Hacker News new | comments | show | ask | jobs | submit login
Speculative Lock Elision in Varnish Cache (varnish-software.com)
43 points by perbu 1491 days ago | hide | past | web | 30 comments | favorite

As I understand it, HLE is the wrong solution for high-contention critical sections. The locks themselves are added to the transaction's read set [1], which means that if any of the concurrently executing transactions of this critical section are re-executed non-speculatively, then all these transactions are re-executed non-speculatively, and importantly: any future transactions which overlap these will be executed non-speculatively, potentially indefinitely.

You really want full RTM for such high-contention situations.

I would love to be wrong about this, but I haven't a Haswell to test on.

Also, classy shout-out (beg-out?) to Intel's free samples division at the end there.

[1] http://software.intel.com/sites/products/documentation/docli...

FTA: one of the updates might be lost, something we see from time to time.

You're right, but it doesn't sound like these are high-contention operations since they currently run without any locks and rarely have problems.

Sorry, I meant high contention on the lock – if they plan on using a coarse-grained lock, I presume it will see high contention (assuming they have many statistics).

Obviously if they plan on using one lock per statistic, this isn't a problem, but then they should just be using atomic updates instead.

I highly recommend Paul McKenney's blog series on this topic:


> To mitigate this we can use locks around the statements that update the counters. However, these locks are expensive and we’ve been hesitant to place locks around all the counters just to make sure they are accurate. Performance over accurate statistics, right?

Does this mean the Varnish authors have intentional data races all over the codebase? Can't the compiler do whatever it wants in these cases (because it's undefined behavior)? Can't this completely blow up?


Edit: I'm not an expert on this stuff so I'm probably wrong -- maybe someone can tell me what I'm missing.

I believe it's only for stats, which means the stats might not be accurate, but shouldn't affect the proper functioning of code (assuming nothing relies on stats being accurate).

Not just the compiler, the processor can do whatever it wants.

Before using HTM, I encourage the OP to use lockfree structures and atomics.

Transactional memory is absolutely not free and certainly not a silver bullet.

Additionally, without proper compiler support it's going to be very hard to use it properly.

> Transactional memory is absolutely not free

Can you please compare in your experience, the performance of HTM with lock-free structures? My experience is that lock-free structures are rather slow, and my understanding of TSX is that it is almost free.

> without proper compiler support it's going to be very hard to use it properly.

They're using Intel's HLE, which requires very simple library support, which is already included in recent versions glibc.

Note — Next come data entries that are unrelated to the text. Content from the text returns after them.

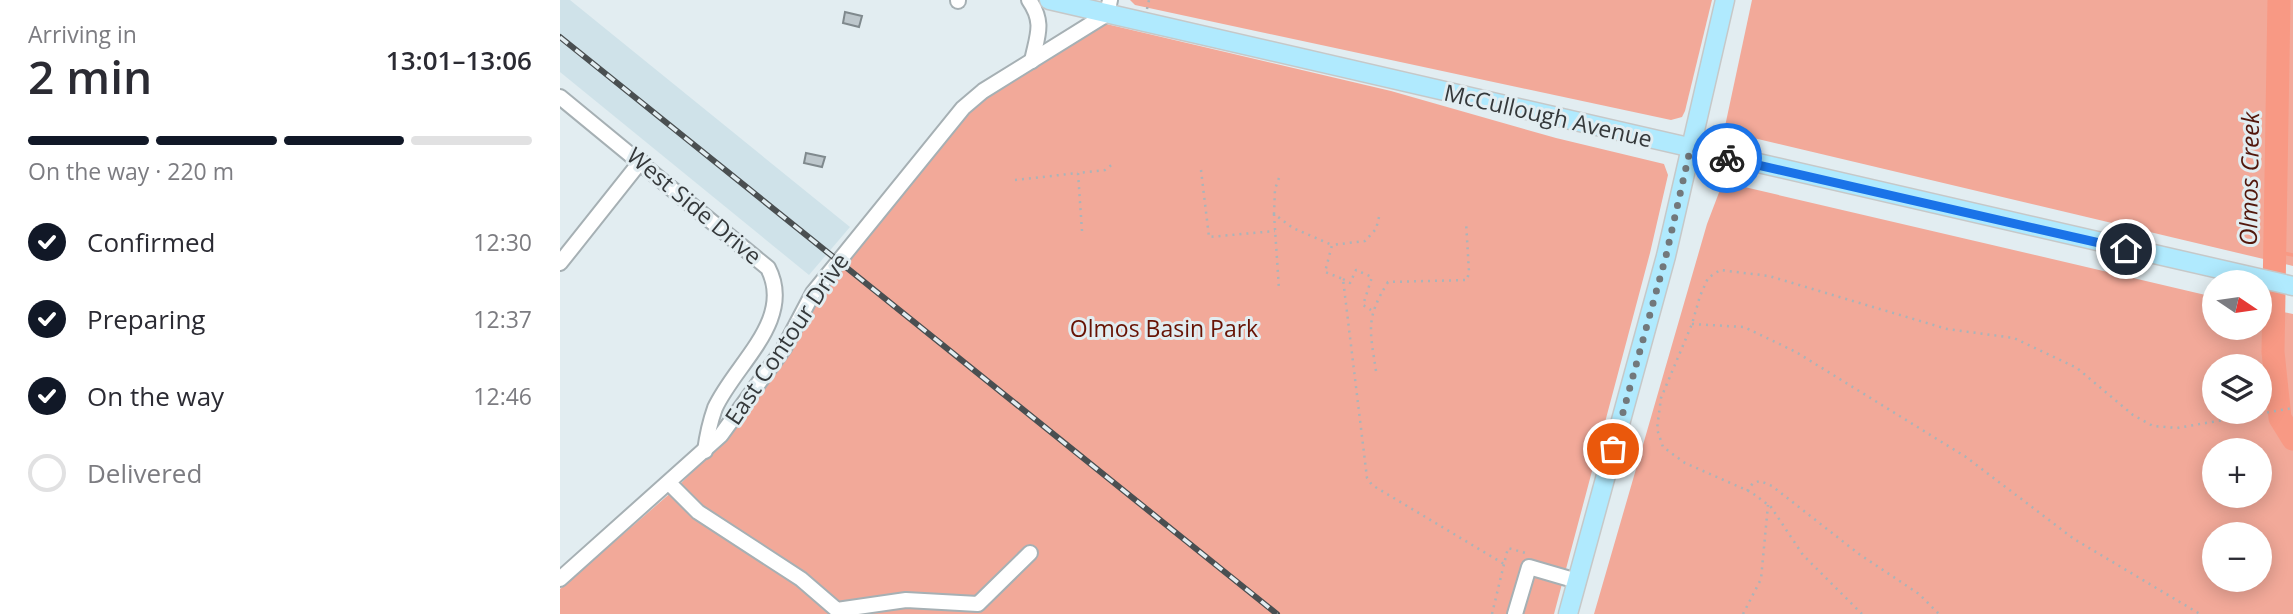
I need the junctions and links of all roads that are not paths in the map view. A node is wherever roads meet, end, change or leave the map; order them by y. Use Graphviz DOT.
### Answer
graph roads {
  1 [pos="1029,0"];
  2 [pos="1049,0"];
  3 [pos="1725,0"];
  4 [pos="1108,7"];
  5 [pos="1032,61"];
  6 [pos="560,97"];
  7 [pos="1690,150"];
  8 [pos="641,161"];
  9 [pos="560,263"];
  10 [pos="2293,286"];
  11 [pos="705,451"];
  12 [pos="670,484"];
  13 [pos="1030,553"];
  14 [pos="560,579"];
  15 [pos="1577,581"];
  16 [pos="966,602"];
  17 [pos="836,612"];
  18 [pos="945,614"];
  19 [pos="1515,614"];
  20 [pos="1568,614"];
  1 -- 5 [label="street"];
  2 -- 4 [label="main road, McCullough Avenue"];
  3 -- 7 [label="main road"];
  4 -- 5 [label="street, East Contour Drive"];
  4 -- 7 [label="main road, McCullough Avenue"];
  5 -- 11 [label="street, East Contour Drive"];
  6 -- 8 [label="street, West Side Drive"];
  7 -- 10 [label="main road, McCullough Avenue"];
  7 -- 15 [label="main road"];
  8 -- 9 [label="street"];
  8 -- 11 [label="street, West Side Drive"];
  11 -- 12 [label="street, East Contour Drive"];
  12 -- 14 [label="street, East Contour Drive"];
  12 -- 17 [label="street"];
  13 -- 16 [label="street"];
  15 -- 19 [label="street"];
  15 -- 20 [label="main road"];
  16 -- 17 [label="street"];
  16 -- 18 [label="street"];
}
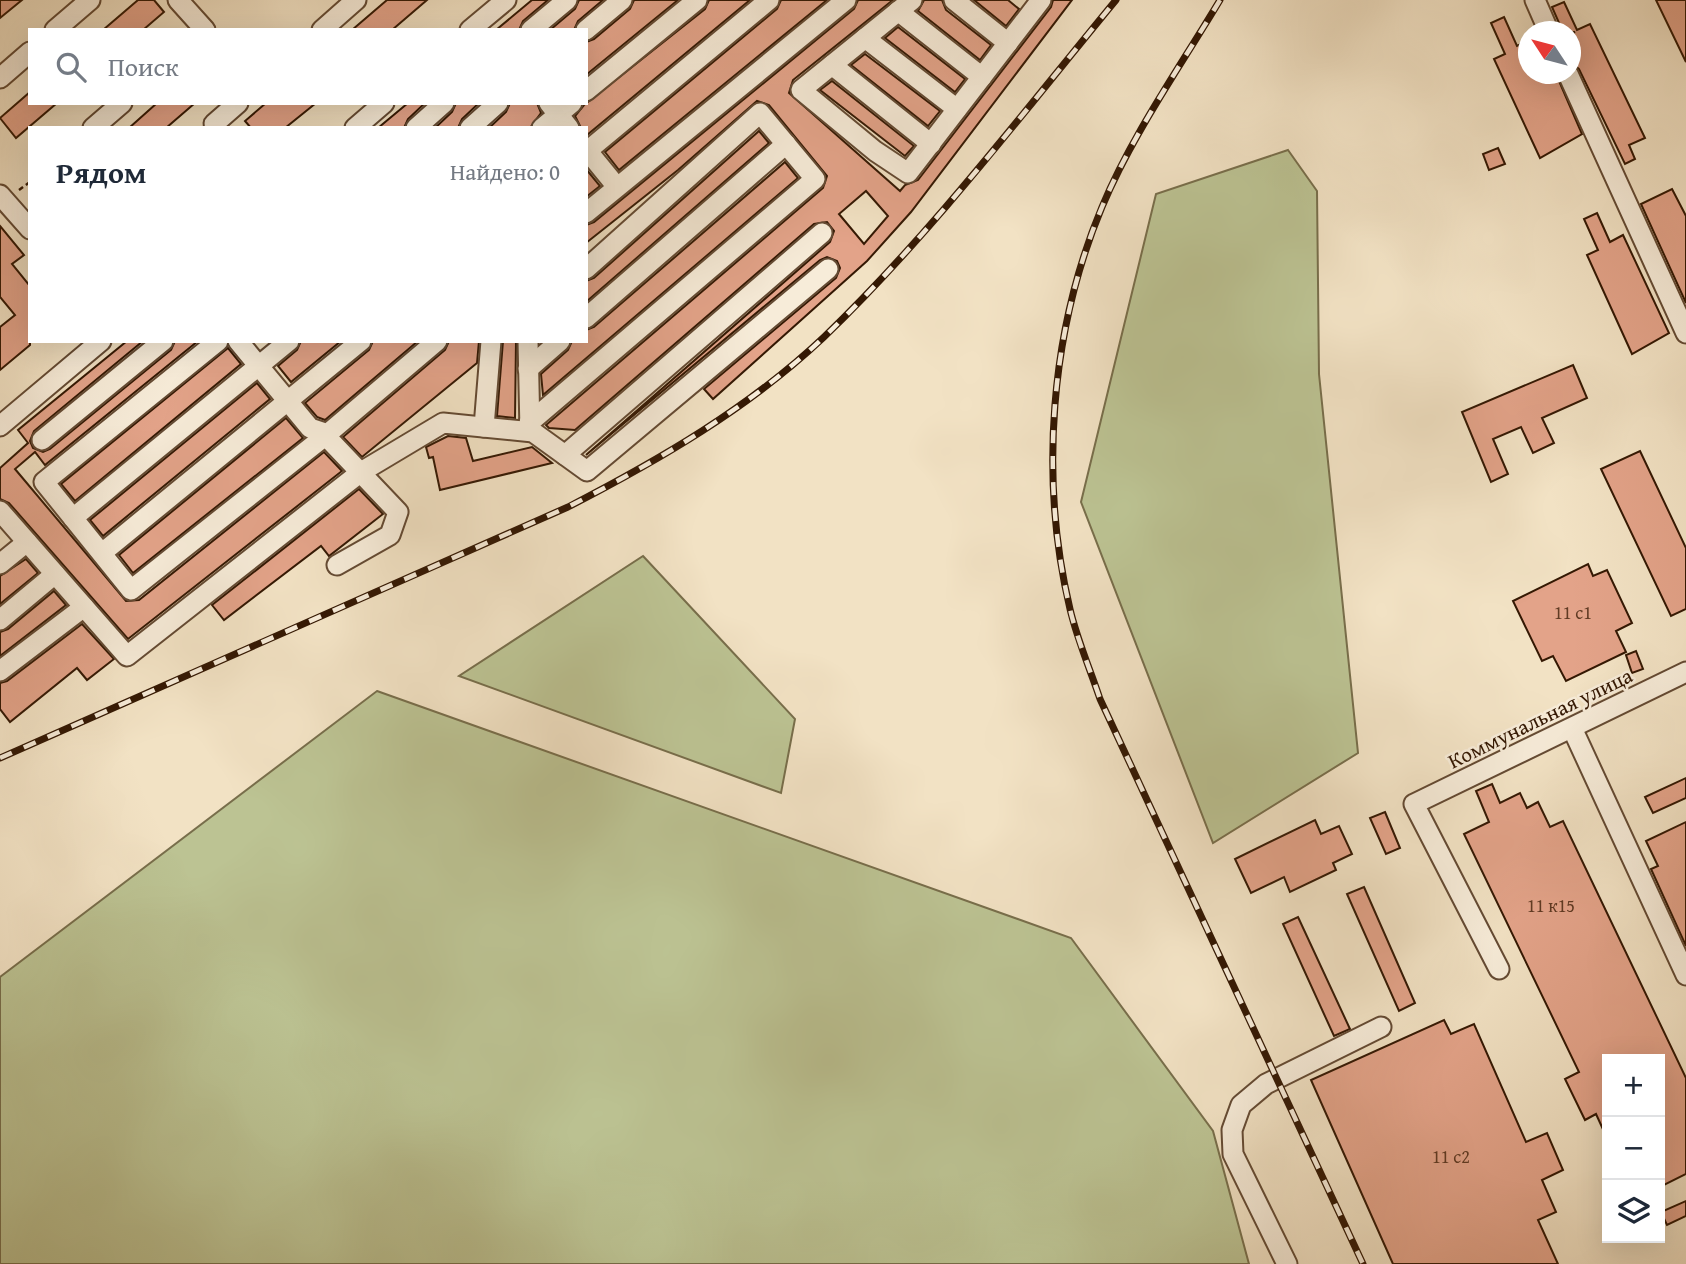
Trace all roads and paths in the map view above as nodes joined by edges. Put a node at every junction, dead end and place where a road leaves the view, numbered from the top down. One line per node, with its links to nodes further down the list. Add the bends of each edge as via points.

Lock free structures are as slow as your memory allocation scheme (nota bene: I've designed several lockfree structures).

If you're clever about how you use them, it can be a big win.

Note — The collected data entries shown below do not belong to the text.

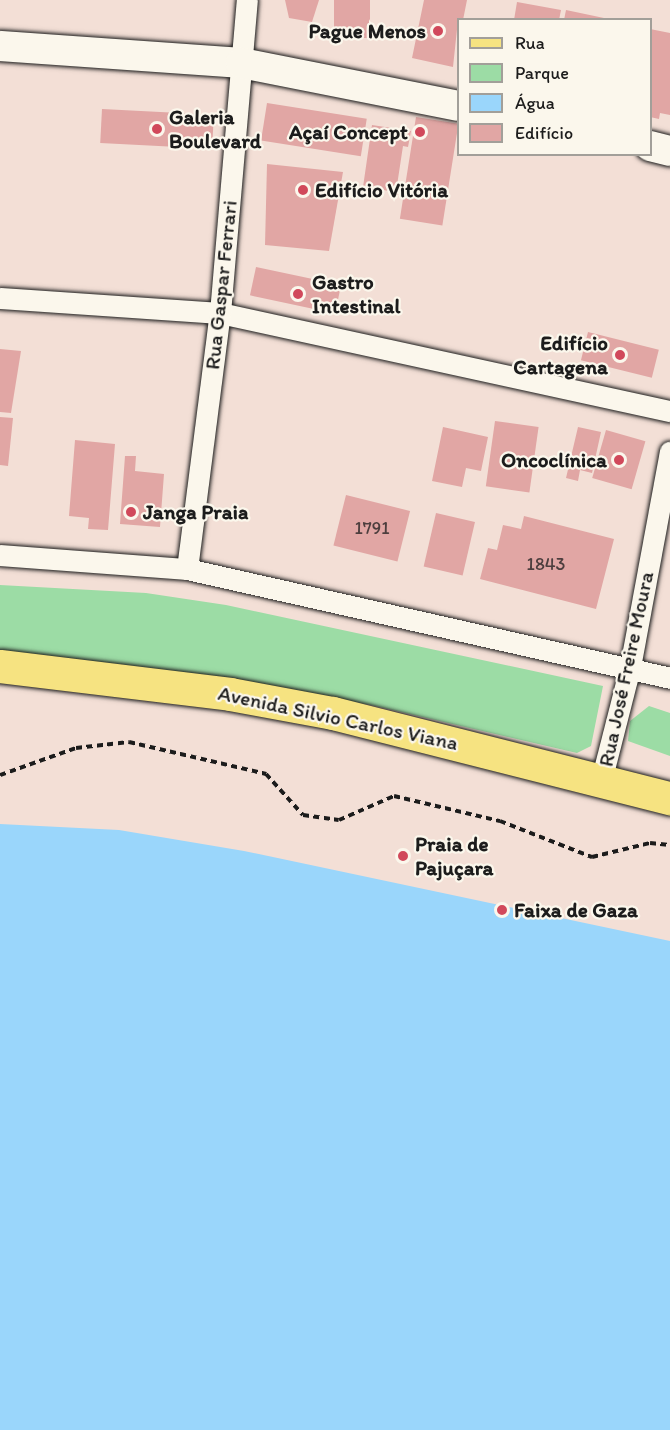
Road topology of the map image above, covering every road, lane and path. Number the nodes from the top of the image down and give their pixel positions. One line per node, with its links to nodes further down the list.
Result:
1 (247, 0): 3 (street, Rua Gaspar Ferrari)
2 (0, 46): 3 (street)
3 (241, 63): 4 (street); 8 (street, Rua Gaspar Ferrari)
4 (457, 106)
5 (652, 146): 6 (street)
6 (670, 151)
7 (0, 298): 8 (street)
8 (220, 313): 9 (street); 12 (street, Rua Gaspar Ferrari)
9 (670, 411)
10 (670, 452): 14 (street, Rua José Freire Moura)
11 (0, 555): 12 (street)
12 (188, 568): 14 (street)
13 (0, 666): 17 (main road, Avenida Silvio Carlos Viana)
14 (630, 667): 15 (street); 17 (street, Rua José Freire Moura)
15 (670, 678)
16 (0, 775): 19 (path)
17 (601, 781): 18 (main road, Avenida Silvio Carlos Viana)
18 (670, 798)
19 (670, 845)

HLE isn't really HTM, but it's a first step.

Lock free structures are as slow as your memory allocation scheme

I've found they're an order of magnitude slower than your architecture's atomics, and mostly exacerbated by the memory fencing required. Though, the structures I've used (queue & stack) didn't require any memory allocation on the fly.

HLE isn't really HTM, but it's a first step.

I know; my post should be read in the broader context of Intel's TSX (which includes their RTM instructions).

Which lock-free structure have you been using and for what purpose?

Michael & Scott, "Simple, Fast, and Practical Non-Blocking and Blocking Concurrent Queue Algorithms", which I understand to be fairly standard, as well as the "textbook" lock-free stack algorithm (dunno who invented it, I re-"invented" it myself and then confirmed it was identical to that given in The Art of Multiprocessor Programming).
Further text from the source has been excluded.